*Given entries*:
-*-

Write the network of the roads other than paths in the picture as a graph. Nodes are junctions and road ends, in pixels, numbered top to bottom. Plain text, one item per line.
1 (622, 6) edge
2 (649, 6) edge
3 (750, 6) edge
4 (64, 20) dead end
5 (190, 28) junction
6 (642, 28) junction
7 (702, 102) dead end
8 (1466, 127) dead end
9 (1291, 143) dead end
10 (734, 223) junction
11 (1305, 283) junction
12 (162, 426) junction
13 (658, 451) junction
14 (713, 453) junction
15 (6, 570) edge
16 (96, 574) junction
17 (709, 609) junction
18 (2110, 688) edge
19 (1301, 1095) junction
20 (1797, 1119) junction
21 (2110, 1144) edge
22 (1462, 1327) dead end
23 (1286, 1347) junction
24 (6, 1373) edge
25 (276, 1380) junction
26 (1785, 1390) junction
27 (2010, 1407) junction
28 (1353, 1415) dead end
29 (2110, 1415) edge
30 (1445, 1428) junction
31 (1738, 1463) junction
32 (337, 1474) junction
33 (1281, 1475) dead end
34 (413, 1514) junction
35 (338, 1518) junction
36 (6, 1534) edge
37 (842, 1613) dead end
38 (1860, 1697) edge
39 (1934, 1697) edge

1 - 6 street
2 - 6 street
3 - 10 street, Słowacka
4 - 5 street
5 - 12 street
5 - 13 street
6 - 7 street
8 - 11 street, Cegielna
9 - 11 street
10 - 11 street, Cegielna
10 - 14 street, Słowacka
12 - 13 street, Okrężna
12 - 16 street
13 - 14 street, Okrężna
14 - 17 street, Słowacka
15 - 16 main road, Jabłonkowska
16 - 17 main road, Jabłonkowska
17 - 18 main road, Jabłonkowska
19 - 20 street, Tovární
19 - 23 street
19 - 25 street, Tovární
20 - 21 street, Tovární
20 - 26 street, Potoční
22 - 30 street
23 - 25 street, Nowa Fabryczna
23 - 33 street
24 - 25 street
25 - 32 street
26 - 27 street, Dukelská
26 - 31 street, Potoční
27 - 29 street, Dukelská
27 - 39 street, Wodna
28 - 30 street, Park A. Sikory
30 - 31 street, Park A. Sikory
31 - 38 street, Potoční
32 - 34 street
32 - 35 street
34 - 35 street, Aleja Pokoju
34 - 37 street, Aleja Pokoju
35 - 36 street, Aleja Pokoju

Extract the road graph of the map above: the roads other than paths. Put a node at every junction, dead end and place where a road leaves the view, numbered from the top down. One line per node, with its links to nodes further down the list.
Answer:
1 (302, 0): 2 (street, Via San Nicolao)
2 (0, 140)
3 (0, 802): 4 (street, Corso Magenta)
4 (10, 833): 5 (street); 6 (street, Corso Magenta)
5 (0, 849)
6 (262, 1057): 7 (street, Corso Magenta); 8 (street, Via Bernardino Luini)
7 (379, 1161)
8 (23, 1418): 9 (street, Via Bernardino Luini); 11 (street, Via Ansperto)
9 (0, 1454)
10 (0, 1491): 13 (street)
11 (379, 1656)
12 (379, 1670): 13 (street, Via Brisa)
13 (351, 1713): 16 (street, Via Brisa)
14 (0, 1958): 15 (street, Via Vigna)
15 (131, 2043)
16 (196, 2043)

-*-

*What you will do*: For every line in the data above that has the string "main", return that line.

*Exercise result*:
15 - 16 main road, Jabłonkowska
16 - 17 main road, Jabłonkowska
17 - 18 main road, Jabłonkowska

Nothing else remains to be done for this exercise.